Ook deze term blijft bij de objectieve uitlegging zijn kracht behouden. En als Jes. 14: 1 dan spreekt over de toekomst van Israël, dan neemt de objectieve uitlegging aan dat de vreemdeling zich voegen zal tot het uit Jakob voortgekomen volk Israël en zich daarbij zal laten inlijven. En dan gelooft ze ook wat Lk. 2:33 zegt dat Christus Koning zal zijn over Israël. Niet over de Kerk. Op deze tekst komen we later nog terug.
c. Huis des Heren. Het Huis des Heren is in Ez. 8:14 en 16 en 10:19 en 11:1 de tempel. Maar dan ook in Ez. 44:4 en 5. De objectieve uitlegging kan niet aanvaarden dat al wat in Ez. 40-48 gegeven wordt maar beeldspraak is over de Kerk. Daarvoor is het veel te reeël. In de Kerk zijn geen Levietische priesters, die kinderen van Zadok zijn, 44: 15 zijn geen “geestelijke” weduwen of verstotenen of jonge dochters, vs. 22, geen dode mensen vs. 25. Dit kunnen ook bij de vergeestelijkingsmethode, geen dingen zijn die in de geestelijke Kerk voorkomen. De objectieve methode leest alles natuurlijk, d.w.z. zoals het er staat en ziet dus ook in het Huis des Heren de tempel, de nieuwe tempel die door Christus, eenmaal, als de meerdere dan Salomo en als de grote Bouwmeester zal gebouwd worden.
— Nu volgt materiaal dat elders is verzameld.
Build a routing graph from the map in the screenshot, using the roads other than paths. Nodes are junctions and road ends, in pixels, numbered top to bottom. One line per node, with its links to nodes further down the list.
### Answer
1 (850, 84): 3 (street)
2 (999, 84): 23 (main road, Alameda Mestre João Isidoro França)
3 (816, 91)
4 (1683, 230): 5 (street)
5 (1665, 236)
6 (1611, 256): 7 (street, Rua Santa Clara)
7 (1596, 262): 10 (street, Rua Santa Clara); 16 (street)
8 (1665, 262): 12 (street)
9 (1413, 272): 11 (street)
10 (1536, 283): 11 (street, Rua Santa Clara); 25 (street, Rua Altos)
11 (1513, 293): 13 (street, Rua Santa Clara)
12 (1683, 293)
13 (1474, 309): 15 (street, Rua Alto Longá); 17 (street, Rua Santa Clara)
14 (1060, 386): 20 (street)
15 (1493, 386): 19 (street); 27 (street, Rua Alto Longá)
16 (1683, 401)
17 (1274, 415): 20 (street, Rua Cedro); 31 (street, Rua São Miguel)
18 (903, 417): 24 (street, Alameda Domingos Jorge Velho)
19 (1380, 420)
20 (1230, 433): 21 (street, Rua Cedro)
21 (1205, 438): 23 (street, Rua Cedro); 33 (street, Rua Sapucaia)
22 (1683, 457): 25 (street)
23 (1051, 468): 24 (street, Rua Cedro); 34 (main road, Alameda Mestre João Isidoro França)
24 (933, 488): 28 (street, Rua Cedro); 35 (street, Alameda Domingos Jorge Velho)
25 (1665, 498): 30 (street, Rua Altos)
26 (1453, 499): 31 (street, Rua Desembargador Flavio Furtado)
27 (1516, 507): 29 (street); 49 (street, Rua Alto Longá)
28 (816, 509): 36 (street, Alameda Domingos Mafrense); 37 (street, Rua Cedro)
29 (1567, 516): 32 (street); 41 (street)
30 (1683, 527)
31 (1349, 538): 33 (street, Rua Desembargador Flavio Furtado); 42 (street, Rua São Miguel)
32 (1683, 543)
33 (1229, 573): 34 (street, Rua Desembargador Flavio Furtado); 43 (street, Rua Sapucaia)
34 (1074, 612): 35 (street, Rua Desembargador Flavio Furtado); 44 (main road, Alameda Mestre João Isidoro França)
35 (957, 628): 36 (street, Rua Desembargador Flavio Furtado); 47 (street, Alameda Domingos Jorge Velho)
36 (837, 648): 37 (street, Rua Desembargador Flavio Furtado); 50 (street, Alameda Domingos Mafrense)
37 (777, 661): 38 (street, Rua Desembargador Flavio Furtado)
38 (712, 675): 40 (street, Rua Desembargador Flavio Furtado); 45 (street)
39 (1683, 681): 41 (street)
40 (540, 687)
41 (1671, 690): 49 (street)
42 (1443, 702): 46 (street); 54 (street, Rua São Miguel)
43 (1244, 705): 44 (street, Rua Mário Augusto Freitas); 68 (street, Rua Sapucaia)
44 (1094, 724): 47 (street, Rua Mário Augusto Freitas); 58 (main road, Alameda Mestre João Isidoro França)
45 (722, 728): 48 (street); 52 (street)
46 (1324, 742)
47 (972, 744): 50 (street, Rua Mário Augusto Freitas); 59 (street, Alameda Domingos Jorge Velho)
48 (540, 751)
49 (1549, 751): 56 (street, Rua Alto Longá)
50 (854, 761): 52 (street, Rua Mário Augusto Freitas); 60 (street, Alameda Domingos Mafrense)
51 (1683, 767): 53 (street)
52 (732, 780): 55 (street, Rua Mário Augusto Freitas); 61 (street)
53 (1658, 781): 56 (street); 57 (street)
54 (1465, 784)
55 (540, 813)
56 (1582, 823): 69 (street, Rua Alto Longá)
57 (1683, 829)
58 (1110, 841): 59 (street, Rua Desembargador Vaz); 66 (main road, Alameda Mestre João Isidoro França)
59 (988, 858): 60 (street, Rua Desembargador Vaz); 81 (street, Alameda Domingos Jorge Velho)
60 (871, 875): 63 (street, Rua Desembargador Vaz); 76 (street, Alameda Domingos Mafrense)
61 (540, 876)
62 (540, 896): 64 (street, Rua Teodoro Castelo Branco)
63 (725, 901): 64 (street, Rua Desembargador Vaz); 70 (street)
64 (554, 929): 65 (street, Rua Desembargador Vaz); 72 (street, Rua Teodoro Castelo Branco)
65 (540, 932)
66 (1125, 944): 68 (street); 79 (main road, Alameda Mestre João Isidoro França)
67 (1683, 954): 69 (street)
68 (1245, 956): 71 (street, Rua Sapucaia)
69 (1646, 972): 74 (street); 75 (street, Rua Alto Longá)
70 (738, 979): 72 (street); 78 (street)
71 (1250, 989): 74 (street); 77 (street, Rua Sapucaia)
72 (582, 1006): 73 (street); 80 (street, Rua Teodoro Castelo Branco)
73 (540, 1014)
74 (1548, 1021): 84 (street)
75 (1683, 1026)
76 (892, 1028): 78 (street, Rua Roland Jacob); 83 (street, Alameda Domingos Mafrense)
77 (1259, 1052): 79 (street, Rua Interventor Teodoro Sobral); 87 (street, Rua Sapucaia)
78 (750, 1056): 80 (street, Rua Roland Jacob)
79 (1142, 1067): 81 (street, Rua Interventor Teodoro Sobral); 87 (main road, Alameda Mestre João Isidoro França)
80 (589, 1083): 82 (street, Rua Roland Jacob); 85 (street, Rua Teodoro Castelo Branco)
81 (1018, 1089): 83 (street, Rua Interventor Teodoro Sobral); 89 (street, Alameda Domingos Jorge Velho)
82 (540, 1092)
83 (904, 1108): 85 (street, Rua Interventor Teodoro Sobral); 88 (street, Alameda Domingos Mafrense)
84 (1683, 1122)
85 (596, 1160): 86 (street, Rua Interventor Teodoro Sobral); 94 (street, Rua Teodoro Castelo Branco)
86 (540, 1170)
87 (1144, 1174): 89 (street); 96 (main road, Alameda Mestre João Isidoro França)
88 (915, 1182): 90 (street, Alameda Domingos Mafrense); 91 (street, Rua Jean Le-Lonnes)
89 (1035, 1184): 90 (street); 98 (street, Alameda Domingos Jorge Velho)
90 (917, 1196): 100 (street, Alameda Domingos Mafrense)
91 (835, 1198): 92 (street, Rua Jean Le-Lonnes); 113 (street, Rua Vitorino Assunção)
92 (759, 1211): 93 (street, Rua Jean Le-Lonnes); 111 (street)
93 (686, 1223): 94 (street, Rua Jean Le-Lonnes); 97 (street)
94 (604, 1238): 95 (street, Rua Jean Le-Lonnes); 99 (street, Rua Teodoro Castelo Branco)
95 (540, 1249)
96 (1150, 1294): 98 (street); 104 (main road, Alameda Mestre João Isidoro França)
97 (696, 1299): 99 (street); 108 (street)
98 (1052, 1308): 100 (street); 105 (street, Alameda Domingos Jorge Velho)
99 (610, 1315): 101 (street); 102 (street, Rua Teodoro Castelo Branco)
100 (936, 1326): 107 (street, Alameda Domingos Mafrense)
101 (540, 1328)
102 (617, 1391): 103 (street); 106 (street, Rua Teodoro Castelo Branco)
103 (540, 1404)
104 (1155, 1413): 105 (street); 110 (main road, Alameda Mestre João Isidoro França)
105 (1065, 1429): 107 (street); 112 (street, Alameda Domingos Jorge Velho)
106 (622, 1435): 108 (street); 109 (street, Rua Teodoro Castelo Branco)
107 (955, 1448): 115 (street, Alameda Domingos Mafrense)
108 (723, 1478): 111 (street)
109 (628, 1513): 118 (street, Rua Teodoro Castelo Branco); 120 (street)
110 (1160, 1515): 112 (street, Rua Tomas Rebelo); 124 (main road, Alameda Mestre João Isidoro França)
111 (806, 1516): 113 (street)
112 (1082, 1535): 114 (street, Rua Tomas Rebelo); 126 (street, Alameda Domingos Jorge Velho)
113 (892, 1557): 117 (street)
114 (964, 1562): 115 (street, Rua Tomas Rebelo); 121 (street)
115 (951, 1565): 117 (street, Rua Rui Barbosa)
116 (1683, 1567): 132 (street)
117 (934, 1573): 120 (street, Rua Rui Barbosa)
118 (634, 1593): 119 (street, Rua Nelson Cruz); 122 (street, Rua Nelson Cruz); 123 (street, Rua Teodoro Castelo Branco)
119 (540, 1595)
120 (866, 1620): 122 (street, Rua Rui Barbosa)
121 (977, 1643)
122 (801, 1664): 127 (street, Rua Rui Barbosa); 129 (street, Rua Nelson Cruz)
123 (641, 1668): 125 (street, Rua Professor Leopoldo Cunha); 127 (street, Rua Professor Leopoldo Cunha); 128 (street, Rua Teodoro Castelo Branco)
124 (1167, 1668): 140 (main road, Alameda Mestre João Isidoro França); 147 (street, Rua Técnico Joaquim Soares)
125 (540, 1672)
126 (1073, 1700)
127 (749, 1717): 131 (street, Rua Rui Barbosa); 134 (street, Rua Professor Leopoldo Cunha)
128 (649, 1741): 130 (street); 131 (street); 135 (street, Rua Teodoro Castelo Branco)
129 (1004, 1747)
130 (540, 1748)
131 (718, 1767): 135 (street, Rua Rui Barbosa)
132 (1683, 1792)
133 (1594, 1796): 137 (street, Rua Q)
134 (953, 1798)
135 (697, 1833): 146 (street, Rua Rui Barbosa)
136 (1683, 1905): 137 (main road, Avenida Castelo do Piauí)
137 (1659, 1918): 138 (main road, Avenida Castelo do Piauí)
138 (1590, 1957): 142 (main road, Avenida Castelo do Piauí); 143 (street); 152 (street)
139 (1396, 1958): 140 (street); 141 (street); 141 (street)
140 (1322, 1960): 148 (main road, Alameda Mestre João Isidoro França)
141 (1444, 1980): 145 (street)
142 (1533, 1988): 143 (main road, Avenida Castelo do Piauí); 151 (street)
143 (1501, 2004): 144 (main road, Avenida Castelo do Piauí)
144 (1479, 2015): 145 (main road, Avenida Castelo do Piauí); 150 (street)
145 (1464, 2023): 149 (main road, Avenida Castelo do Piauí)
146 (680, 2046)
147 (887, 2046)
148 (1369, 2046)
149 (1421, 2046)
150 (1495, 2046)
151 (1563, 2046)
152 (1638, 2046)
En zo ook in Zacharia 14:20 en 21. De letterlijke potten van het Huis des Heren zullen zijn als de sprengbekkens voor het altaar. En geen letterlijke Kaäniet zal meer in het letterlijke Huis des Heren komen. Hier is geen beschrijving van een “inwendige godsdienst der Kerk van het Nieuwe Testament door de uiterlijke godsdienst die in het Oude Testament is gebruikelijk geweest”, maar van een herstel der ceremoniën in de toekomst, in een nieuw letterlijk tastbaar Huis des Heren onder Israël. We weten wel dat het Calvinisme hier niet aan wil, maar dit doet niets van de waarheid af. Niet in de mens, niet in zijn gevoel, in zijn verstand, in zijn overtuiging, in zijn systeem ligt de norm, maar in de Schrift. En als deze nu steeds in andere teksten duidelijk aangeeft dat het Huis des Heren de letterlijke Tempel is, dan nemen we als voorstander van de objectieve uitleggingsmethode ook aan dat deze term die betekenis heeft in Zach. 14. Waarom er iets anders in gelezen? Waarom de kracht aan de woorden die God geeft ontnomen en er eigen mening voor in de plaats gesteld? Voor andere termen zie men “Uit Israëls Profetie”.